> [Task statement]
Find the lines holding the string "points" in the data, then copy all of them.

> [Available data]

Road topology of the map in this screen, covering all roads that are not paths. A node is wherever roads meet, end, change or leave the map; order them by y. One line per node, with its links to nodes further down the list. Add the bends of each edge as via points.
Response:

--

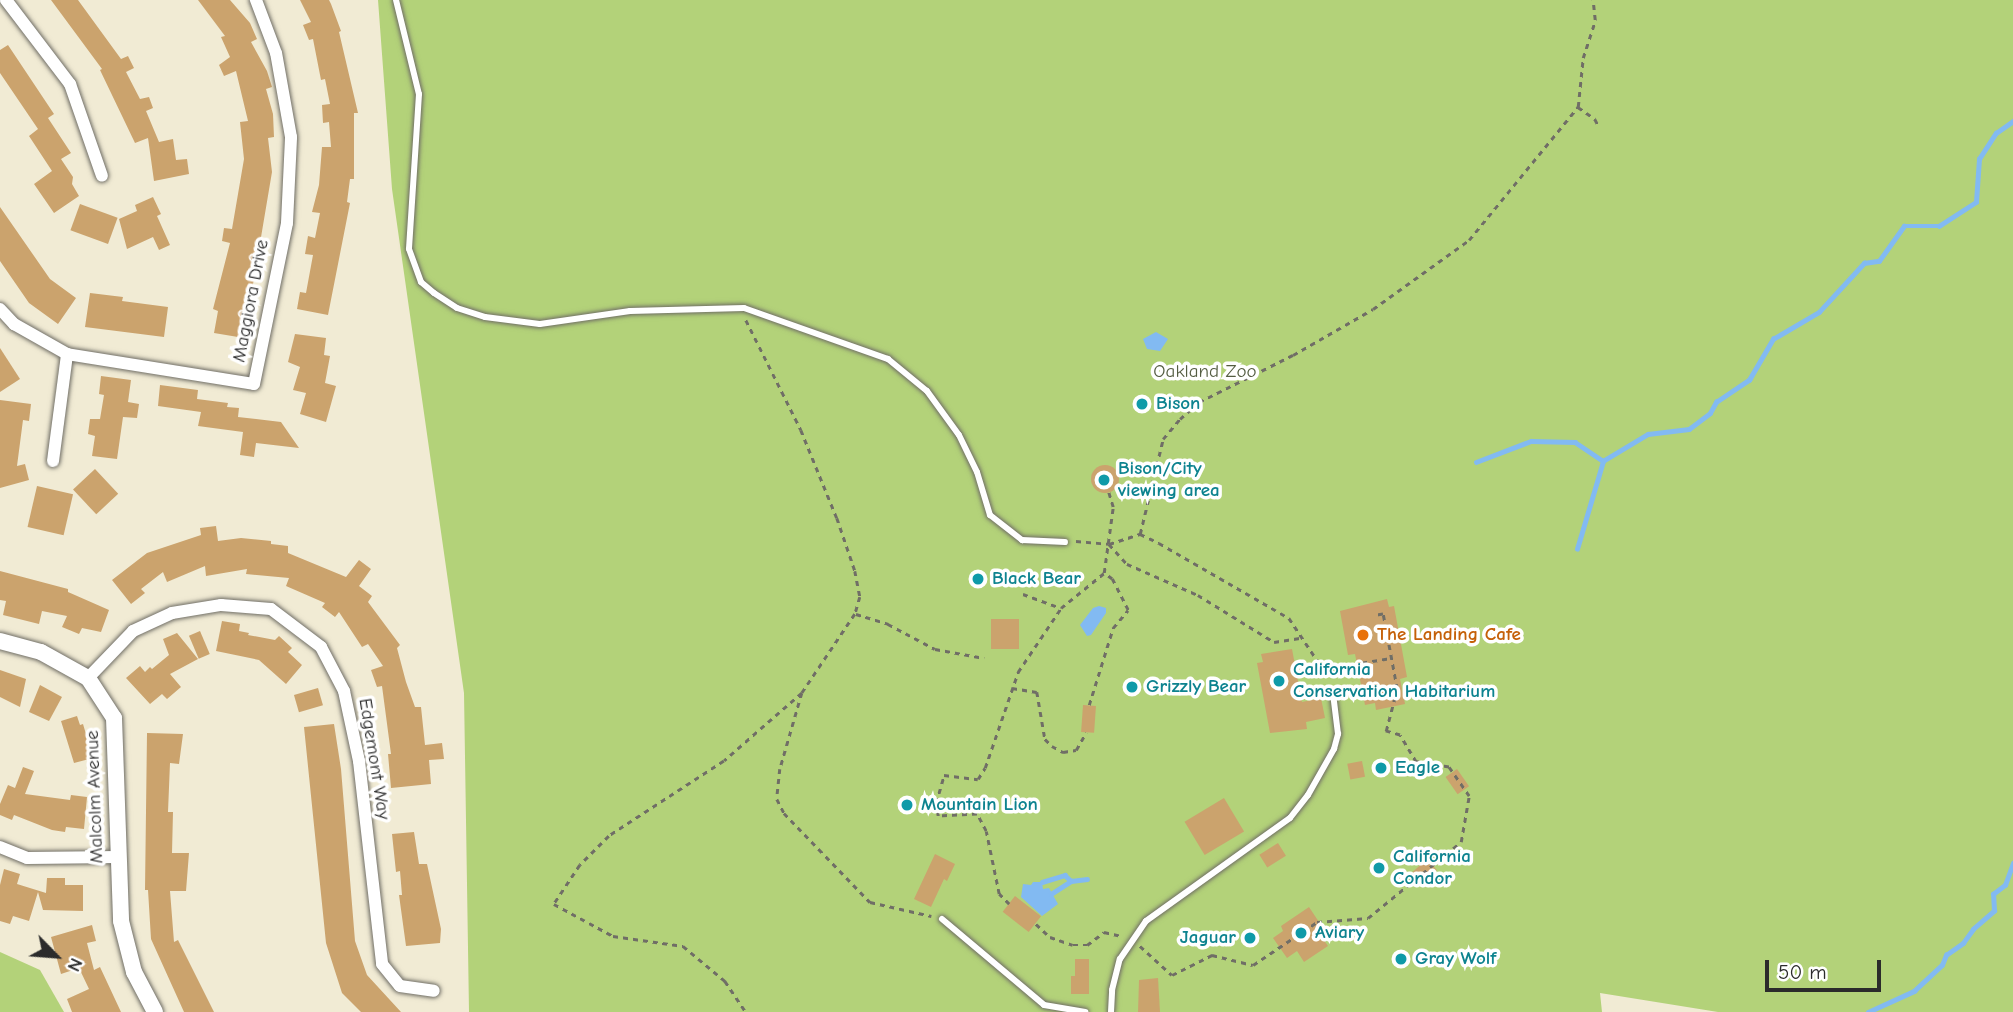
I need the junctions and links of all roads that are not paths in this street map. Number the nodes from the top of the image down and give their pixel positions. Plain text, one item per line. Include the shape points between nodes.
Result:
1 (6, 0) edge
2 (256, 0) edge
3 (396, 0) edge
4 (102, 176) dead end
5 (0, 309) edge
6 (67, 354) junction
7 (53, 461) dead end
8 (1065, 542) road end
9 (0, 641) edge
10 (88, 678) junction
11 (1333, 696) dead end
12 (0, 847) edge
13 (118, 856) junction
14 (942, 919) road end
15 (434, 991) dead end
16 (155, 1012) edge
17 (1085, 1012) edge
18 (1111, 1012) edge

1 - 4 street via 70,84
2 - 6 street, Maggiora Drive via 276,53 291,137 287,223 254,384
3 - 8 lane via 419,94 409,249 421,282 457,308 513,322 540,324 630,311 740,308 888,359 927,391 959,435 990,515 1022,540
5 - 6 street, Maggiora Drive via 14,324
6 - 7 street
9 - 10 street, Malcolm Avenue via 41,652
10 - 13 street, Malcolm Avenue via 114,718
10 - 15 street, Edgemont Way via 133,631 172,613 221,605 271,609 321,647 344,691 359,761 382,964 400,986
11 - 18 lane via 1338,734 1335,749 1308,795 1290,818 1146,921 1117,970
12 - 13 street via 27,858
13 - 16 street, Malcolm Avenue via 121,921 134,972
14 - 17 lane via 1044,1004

* * *

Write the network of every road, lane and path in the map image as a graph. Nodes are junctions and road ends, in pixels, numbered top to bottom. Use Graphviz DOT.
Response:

> [Solved exercise]
Road topology of the map in this screen, covering all roads that are not paths. A node is wherever roads meet, end, change or leave the map; order them by y. One line per node, with its links to nodes further down the list. Add the bends of each edge as via points.
I need the junctions and links of all roads that are not paths in this street map. Number the nodes from the top of the image down and give their pixel positions. Plain text, one item per line. Include the shape points between nodes.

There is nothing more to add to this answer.